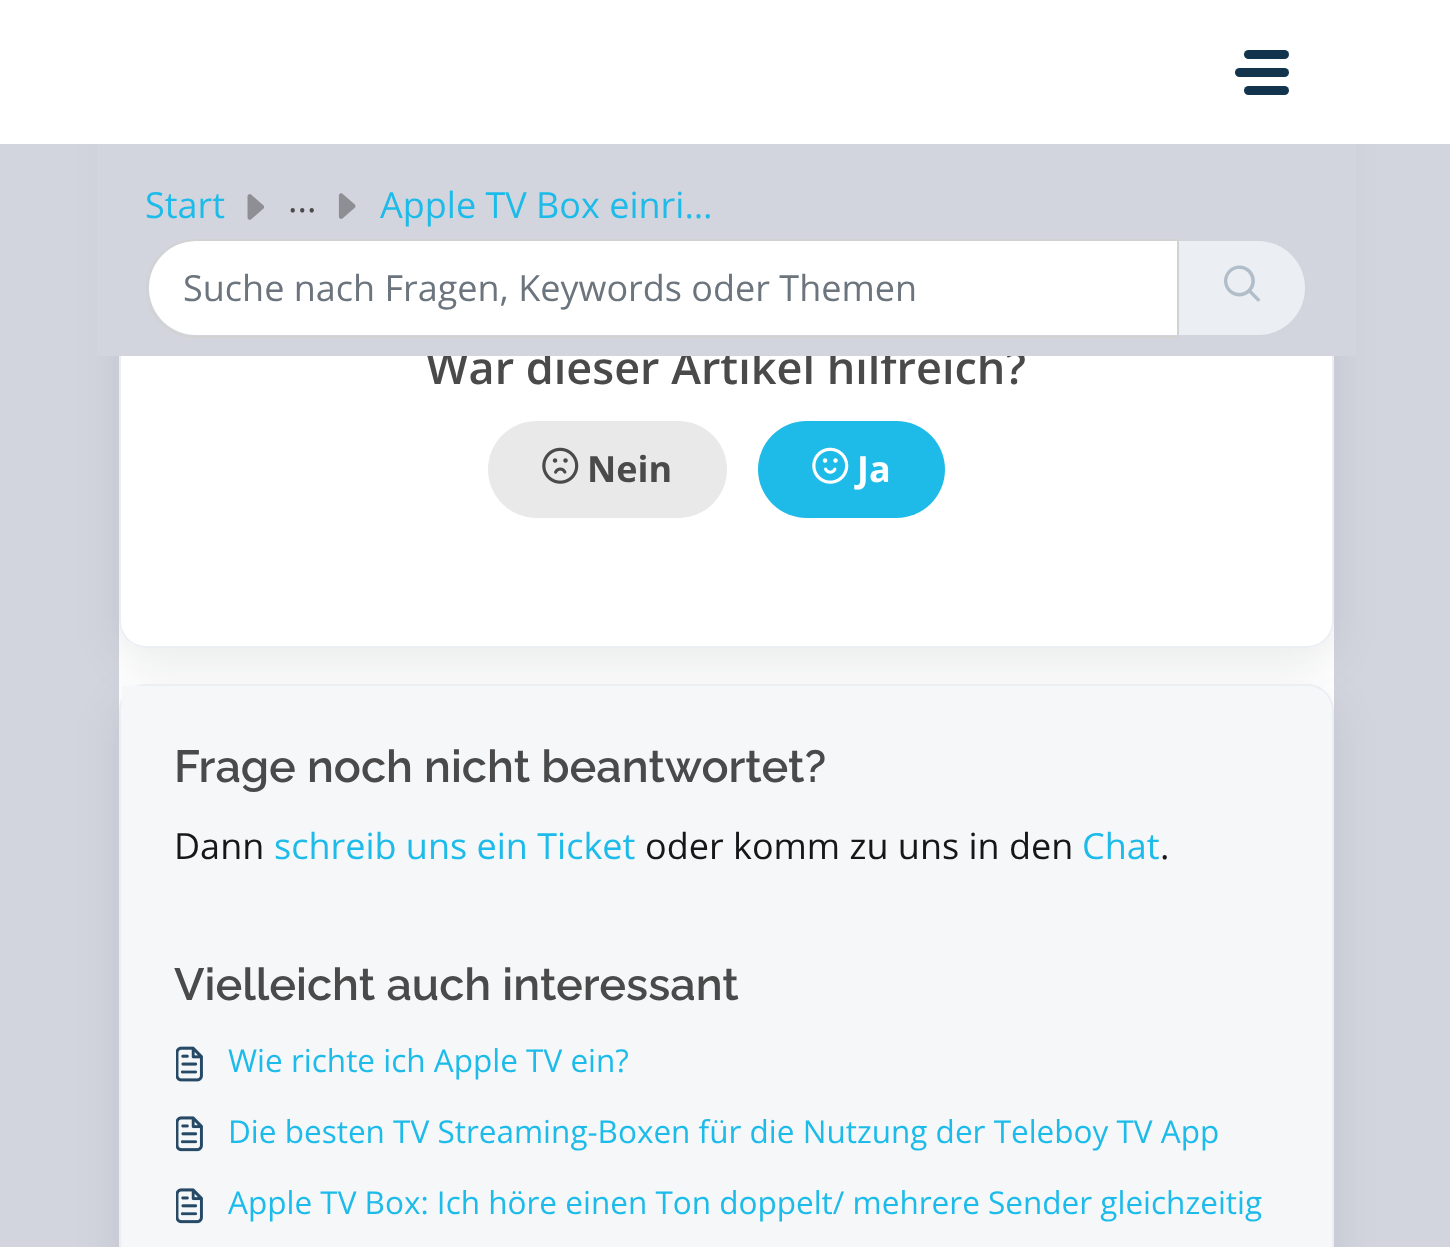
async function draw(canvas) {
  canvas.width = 1450
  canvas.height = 1247
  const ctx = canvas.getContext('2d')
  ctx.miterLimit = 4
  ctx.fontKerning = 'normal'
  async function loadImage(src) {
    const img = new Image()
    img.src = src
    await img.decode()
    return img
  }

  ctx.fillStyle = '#d2d5de'
  ctx.fillRect(0, 0, 1450, 1247)
  ctx.fillStyle = '#fff'
  ctx.fillRect(119, 356, 1215, 891)
  ctx.save()
  ctx.beginPath()
  ctx.moveTo(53, 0)
  ctx.lineTo(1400, 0)
  ctx.lineTo(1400, 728)
  ctx.lineTo(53, 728)
  ctx.closePath()
  ctx.moveTo(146, -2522)
  ctx.lineTo(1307, -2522)
  ctx.bezierCurveTo(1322, -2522, 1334, -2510, 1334, -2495)
  ctx.lineTo(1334, 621)
  ctx.bezierCurveTo(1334, 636, 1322, 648, 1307, 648)
  ctx.lineTo(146, 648)
  ctx.bezierCurveTo(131, 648, 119, 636, 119, 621)
  ctx.lineTo(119, -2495)
  ctx.bezierCurveTo(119, -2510, 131, -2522, 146, -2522)
  ctx.closePath()
  ctx.clip('evenodd')
  ctx.fillStyle = '#27313a1a'
  ctx.filter = 'blur(21.5px)'
  ctx.beginPath()
  ctx.roundRect(119, -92, 1215, 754, 27)
  ctx.fill()
  ctx.filter = 'none'
  ctx.restore()
  ctx.beginPath()
  ctx.roundRect(120, -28, 1213, 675, 26)
  ctx.strokeStyle = '#ebeff3'
  ctx.lineWidth = 2
  ctx.stroke()
  ctx.fillRect(0, 0, 1450, 144)
  ctx.fillStyle = '#12344d'
  ctx.beginPath()
  ctx.roundRect(1244, 50, 45, 9, 4.5)
  ctx.fill()
  ctx.beginPath()
  ctx.roundRect(1235, 68, 54, 9, 4.5)
  ctx.fill()
  ctx.beginPath()
  ctx.roundRect(1244, 86, 45, 9, 4.5)
  ctx.fill()
  ctx.font = '600 45px Open Sans'
  ctx.fillStyle = '#4a4a4a'
  ctx.fillText('War dieser Artikel hilfreich?', 426, 384)
  ctx.fillStyle = '#d2d5de'
  ctx.fillRect(97, 144, 1259, 212)
  ctx.font = '36px Open Sans'
  ctx.fillStyle = '#1dbbe9'
  ctx.fillText('Start', 145, 218)
  ctx.drawImage(await loadImage('image0.png'), 247, 194, 17, 26)
  ctx.fillStyle = '#4a4a4a'
  ctx.fillText('...', 288, 212)
  ctx.drawImage(await loadImage('image1.png'), 338, 193, 18, 26)
  ctx.fillStyle = '#1dbbe9'
  ctx.fillText('Apple TV Box einri…', 380, 218)
  ctx.fillStyle = '#fff'
  ctx.beginPath()
  ctx.roundRect(149, 241, 1028, 94, [47, 0, 0, 47])
  ctx.fill()
  ctx.beginPath()
  ctx.roundRect(147, 240, 1031, 97, [48.5, 0, 0, 48.5])
  ctx.strokeStyle = '#d2d2d2'
  ctx.stroke()
  ctx.fillStyle = '#6c757d'
  ctx.fillText('Suche nach Fragen, Keywords oder Themen', 183, 301)
  ctx.fillStyle = '#ebeff3'
  ctx.beginPath()
  ctx.roundRect(1179, 241, 126, 94, [0, 47, 47, 0])
  ctx.fill()
  ctx.drawImage(await loadImage('image2.png'), 1224, 265, 36, 37)
  ctx.fillStyle = '#e9e9e9'
  ctx.beginPath()
  ctx.roundRect(488, 421, 239, 97, 48.5)
  ctx.fill()
  ctx.drawImage(await loadImage('image3.png'), 542, 447, 37, 37)
  ctx.font = 'bold 36px Open Sans'
  ctx.fillStyle = '#4a4a4a'
  ctx.fillText('Nein', 587, 482)
  ctx.fillStyle = '#1fbbe8'
  ctx.beginPath()
  ctx.roundRect(758, 421, 187, 97, 48.5)
  ctx.fill()
  ctx.drawImage(await loadImage('image4.png'), 812, 447, 37, 37)
  ctx.fillStyle = '#fff'
  ctx.fillText('Ja', 857, 482)
  ctx.fillStyle = '#27313a1a'
  ctx.filter = 'blur(21.5px)'
  ctx.beginPath()
  ctx.roundRect(119, 698, 1215, 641, 27)
  ctx.fill()
  ctx.filter = 'none'
  ctx.beginPath()
  ctx.roundRect(120, 685, 1213, 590, 26)
  ctx.strokeStyle = '#ebeff3'
  ctx.stroke()
  ctx.fillStyle = '#f5f7f9'
  ctx.beginPath()
  ctx.moveTo(122, 686)
  ctx.lineTo(1305, 686)
  ctx.bezierCurveTo(1320, 686, 1332, 698, 1332, 713)
  ctx.lineTo(1332, 1247)
  ctx.bezierCurveTo(1332, 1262, 1320, 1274, 1305, 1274)
  ctx.lineTo(122, 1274)
  ctx.closePath()
  ctx.fill()
  ctx.font = '600 45px Raleway'
  ctx.fillStyle = '#4a4a4a'
  ctx.fillText('Frage noch nicht beantwortet?', 174, 782)
  ctx.font = '36px Open Sans'
  ctx.fillStyle = '#171717'
  ctx.fillText('Dann', 174, 859)
  ctx.fillStyle = '#1dbbe9'
  ctx.fillText('schreib uns ein Ticket', 274, 859)
  ctx.fillStyle = '#171717'
  ctx.fillText('oder komm zu uns in den', 645, 859)
  ctx.fillStyle = '#1dbbe9'
  ctx.fillText('Chat', 1082, 859)
  ctx.fillStyle = '#171717'
  ctx.fillText('.', 1160, 859)
  ctx.font = '600 45px Raleway'
  ctx.fillStyle = '#4a4a4a'
  ctx.fillText('Vielleicht auch interessant', 174, 1000)
  ctx.drawImage(await loadImage('image5.png'), 176, 1046, 27, 36)
  ctx.font = '31.5px Open Sans'
  ctx.fillStyle = '#1dbbe9'
  ctx.fillText('Wie richte ich Apple TV ein?', 228, 1072)
  ctx.drawImage(await loadImage('image6.png'), 176, 1116, 27, 36)
  ctx.fillText('Die besten TV Streaming-Boxen für die Nutzung der Teleboy TV App', 228, 1143)
  ctx.drawImage(await loadImage('image6.png'), 176, 1188, 27, 36)
  ctx.fillText('Apple TV Box: Ich höre einen Ton doppelt/ mehrere Sender gleichzeitig', 228, 1214)
}

draw(document.querySelector('canvas'))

**What this task involves**
Find the word "lineTo" in the material, then list each line that holds it.

**Completed task**
  ctx.lineTo(1400, 0)
  ctx.lineTo(1400, 728)
  ctx.lineTo(53, 728)
  ctx.lineTo(1307, -2522)
  ctx.lineTo(1334, 621)
  ctx.lineTo(146, 648)
  ctx.lineTo(119, -2495)
  ctx.lineTo(1305, 686)
  ctx.lineTo(1332, 1247)
  ctx.lineTo(122, 1274)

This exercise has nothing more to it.